[[ Records for the task open ]]

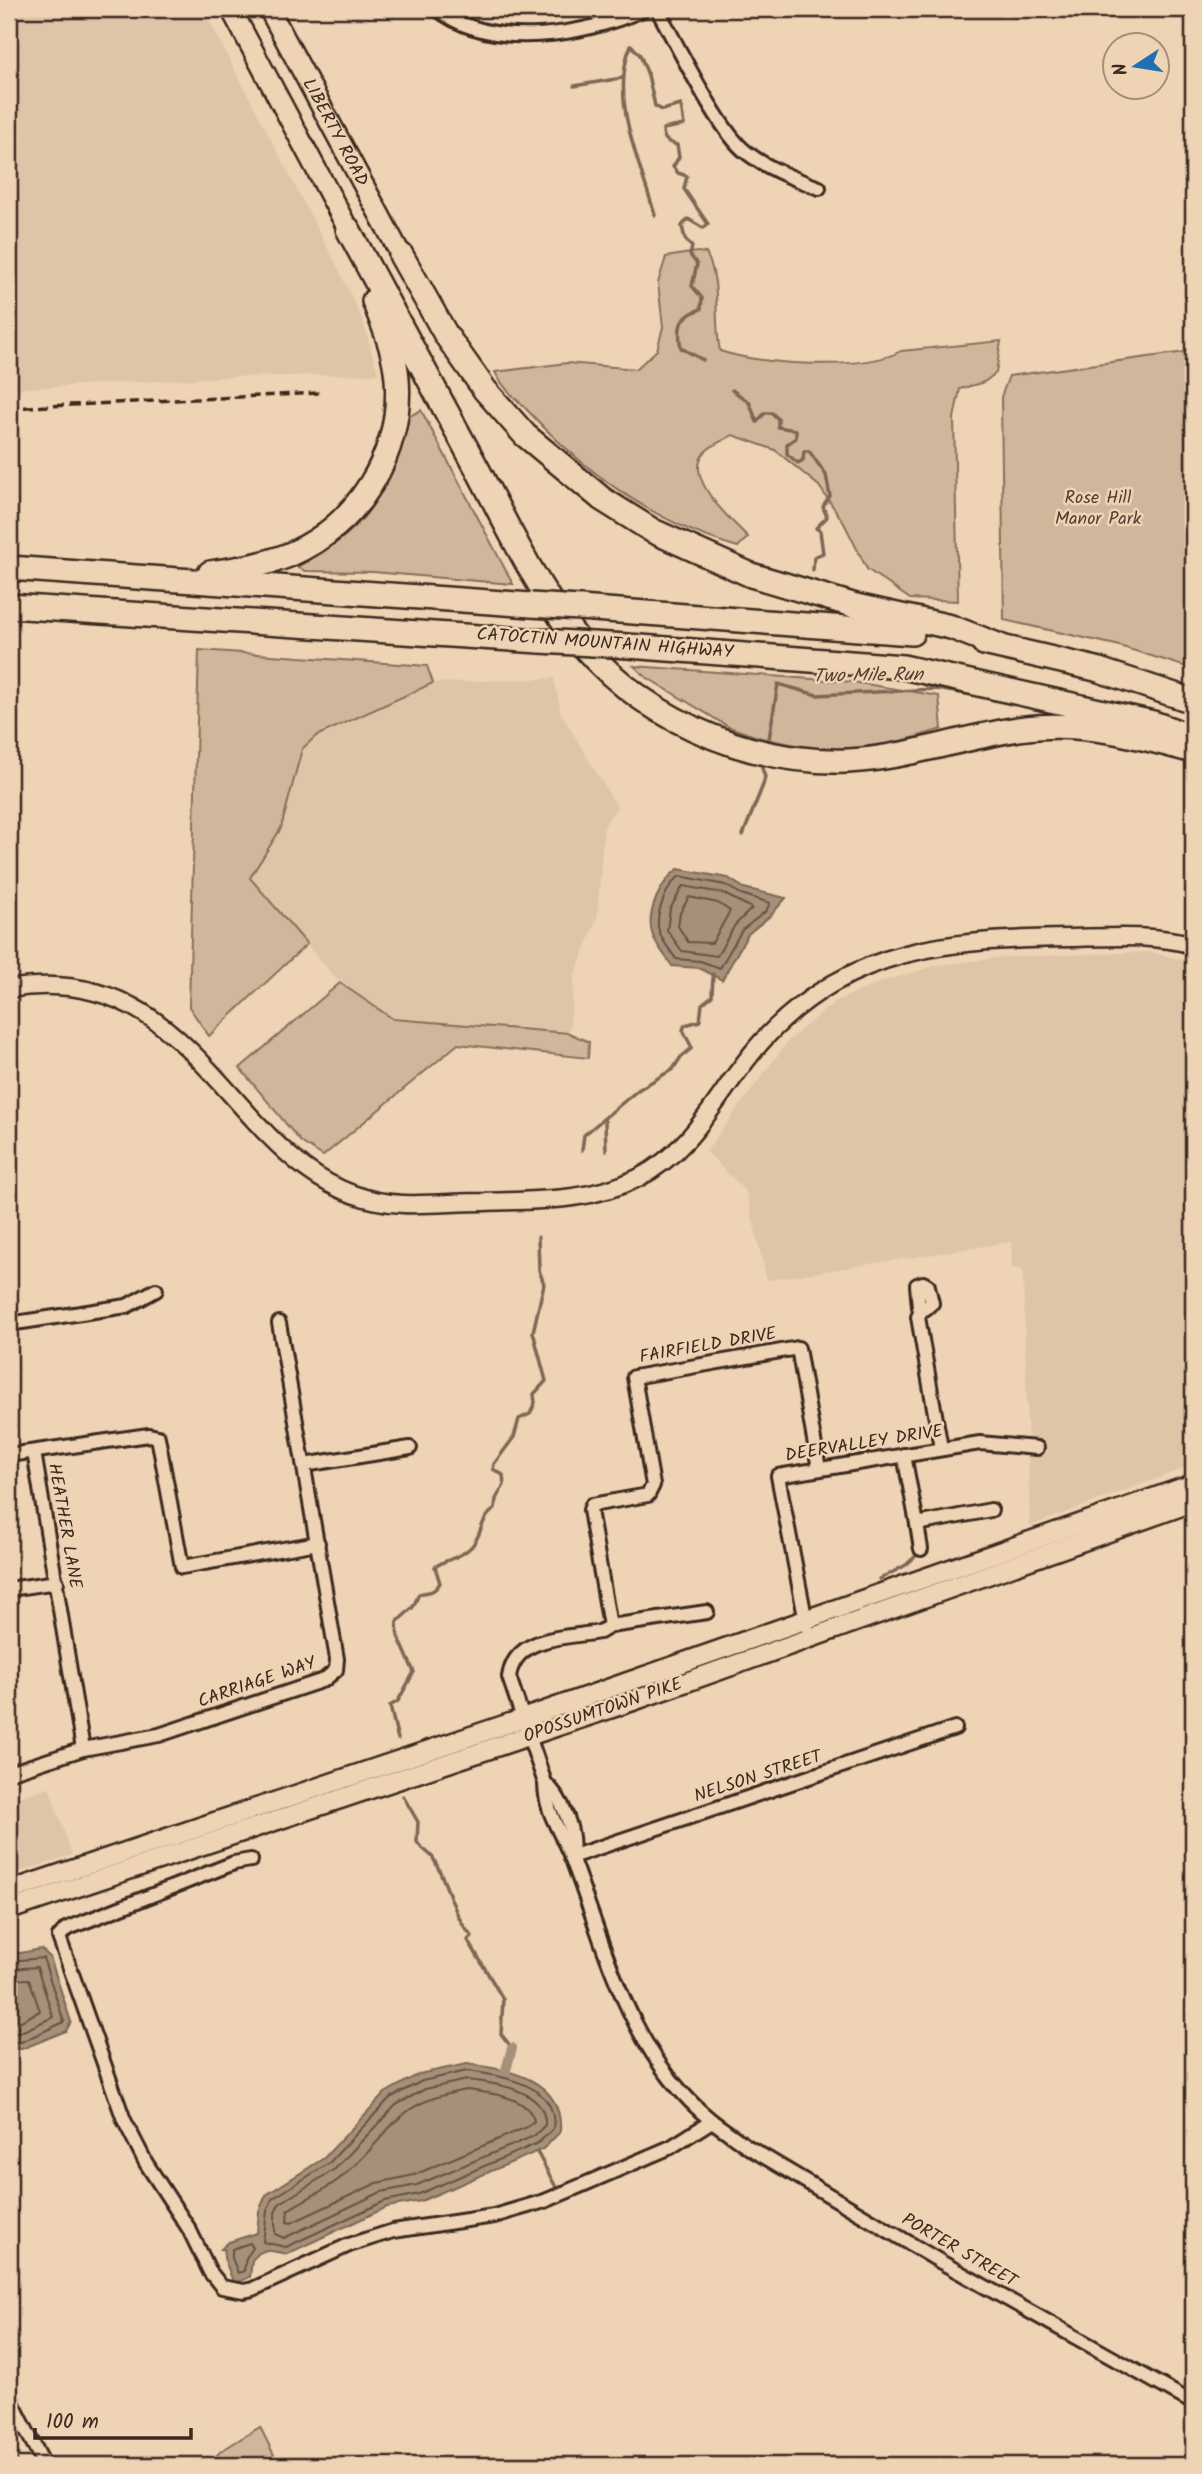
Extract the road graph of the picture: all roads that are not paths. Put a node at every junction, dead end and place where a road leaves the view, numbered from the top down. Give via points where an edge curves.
1 (231, 9) edge
2 (269, 9) edge
3 (437, 9) edge
4 (645, 9) edge
5 (657, 9) edge
6 (819, 188) dead end
7 (348, 229) junction
8 (401, 255) joint
9 (9, 568) edge
10 (169, 579) junction
11 (9, 606) edge
12 (1000, 646) junction
13 (1193, 701) edge
14 (1193, 737) edge
15 (1193, 751) edge
16 (1193, 945) edge
17 (9, 989) edge
18 (156, 1290) dead end
19 (922, 1309) dead end
20 (9, 1324) edge
21 (279, 1324) dead end
22 (410, 1448) dead end
23 (941, 1448) junction
24 (1037, 1448) dead end
25 (34, 1452) junction
26 (9, 1455) edge
27 (904, 1455) junction
28 (304, 1465) junction
29 (819, 1469) junction
30 (1193, 1484) edge
31 (1193, 1502) edge
32 (990, 1510) dead end
33 (917, 1524) junction
34 (318, 1543) junction
35 (921, 1549) dead end
36 (57, 1582) junction
37 (9, 1589) edge
38 (707, 1612) dead end
39 (610, 1626) junction
40 (808, 1630) junction
41 (522, 1719) junction
42 (955, 1728) dead end
43 (527, 1737) junction
44 (83, 1749) junction
45 (9, 1773) edge
46 (571, 1857) junction
47 (251, 1860) dead end
48 (9, 1891) edge
49 (51, 1896) junction
50 (9, 1910) edge
51 (9, 1922) edge
52 (712, 2121) junction
53 (9, 2396) edge
54 (1193, 2403) edge
55 (44, 2465) edge

1 - 7 main road, LIBERTY ROAD
2 - 8 main road, LIBERTY ROAD
3 - 4 street via 479,30 521,36
5 - 6 street via 725,127 744,150 778,173
7 - 10 highway via 397,376 393,434 379,471 356,506 308,545 269,561
7 - 15 highway via 557,612 604,668 664,713 730,744 802,759 882,758 979,736 1052,726 1104,730
8 - 12 highway via 446,335 485,390 548,457 611,505 681,545 751,575 869,610 951,626
9 - 10 highway, CATOCTIN MOUNTAIN HIGHWAY
10 - 12 highway, CATOCTIN MOUNTAIN HIGHWAY, bridge via 844,626
11 - 14 highway, CATOCTIN MOUNTAIN HIGHWAY, bridge via 903,667 1153,723
12 - 13 highway via 1096,669
16 - 17 street via 1140,937 986,940 932,946 880,961 827,987 776,1027 695,1133 661,1165 605,1191 551,1200 402,1204 345,1190 291,1159 200,1058 150,1017 80,990
18 - 20 street via 127,1306
19 - 23 street via 918,1317
21 - 28 street, CARRIAGE WAY
22 - 28 street
23 - 24 street, DEERVALLEY DRIVE via 980,1443
23 - 27 street, DEERVALLEY DRIVE
25 - 26 street
25 - 34 street, HEATHER LANE via 158,1437 182,1567
25 - 36 street, HEATHER LANE
27 - 29 street, DEERVALLEY DRIVE
27 - 33 street
28 - 34 street, CARRIAGE WAY
29 - 39 street, FAIRFIELD DRIVE via 798,1348 634,1377 653,1485 648,1495 592,1505 590,1510
29 - 40 street, DEERVALLEY DRIVE via 778,1476
30 - 40 main road, OPOSSUMTOWN PIKE
31 - 40 main road, OPOSSUMTOWN PIKE
32 - 33 street
33 - 35 street
34 - 44 street, CARRIAGE WAY via 337,1659 333,1675 159,1735
36 - 37 street
36 - 44 street, HEATHER LANE
38 - 39 street
39 - 41 street via 600,1632 541,1642 519,1653 511,1662 509,1677
40 - 41 main road, OPOSSUMTOWN PIKE
40 - 43 main road, OPOSSUMTOWN PIKE
41 - 43 street
41 - 48 main road, OPOSSUMTOWN PIKE
42 - 46 street, NELSON STREET
43 - 46 street, PORTER STREET via 545,1783 556,1792 566,1818 574,1846
43 - 49 main road, OPOSSUMTOWN PIKE
44 - 45 street, CARRIAGE WAY
46 - 52 street, PORTER STREET via 633,2024 678,2089
47 - 52 street via 66,1929 59,1937 135,2143 222,2287 253,2289 349,2245 393,2231 494,2216 545,2201 671,2147
49 - 50 main road, OPOSSUMTOWN PIKE
49 - 51 main road
52 - 54 street, PORTER STREET via 941,2262
53 - 55 street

[[ Records for the task closed ]]

### Your goal
Where a line above holds the string "PIKE", show that line.

### Written answer
30 - 40 main road, OPOSSUMTOWN PIKE
31 - 40 main road, OPOSSUMTOWN PIKE
40 - 41 main road, OPOSSUMTOWN PIKE
40 - 43 main road, OPOSSUMTOWN PIKE
41 - 48 main road, OPOSSUMTOWN PIKE
43 - 49 main road, OPOSSUMTOWN PIKE
49 - 50 main road, OPOSSUMTOWN PIKE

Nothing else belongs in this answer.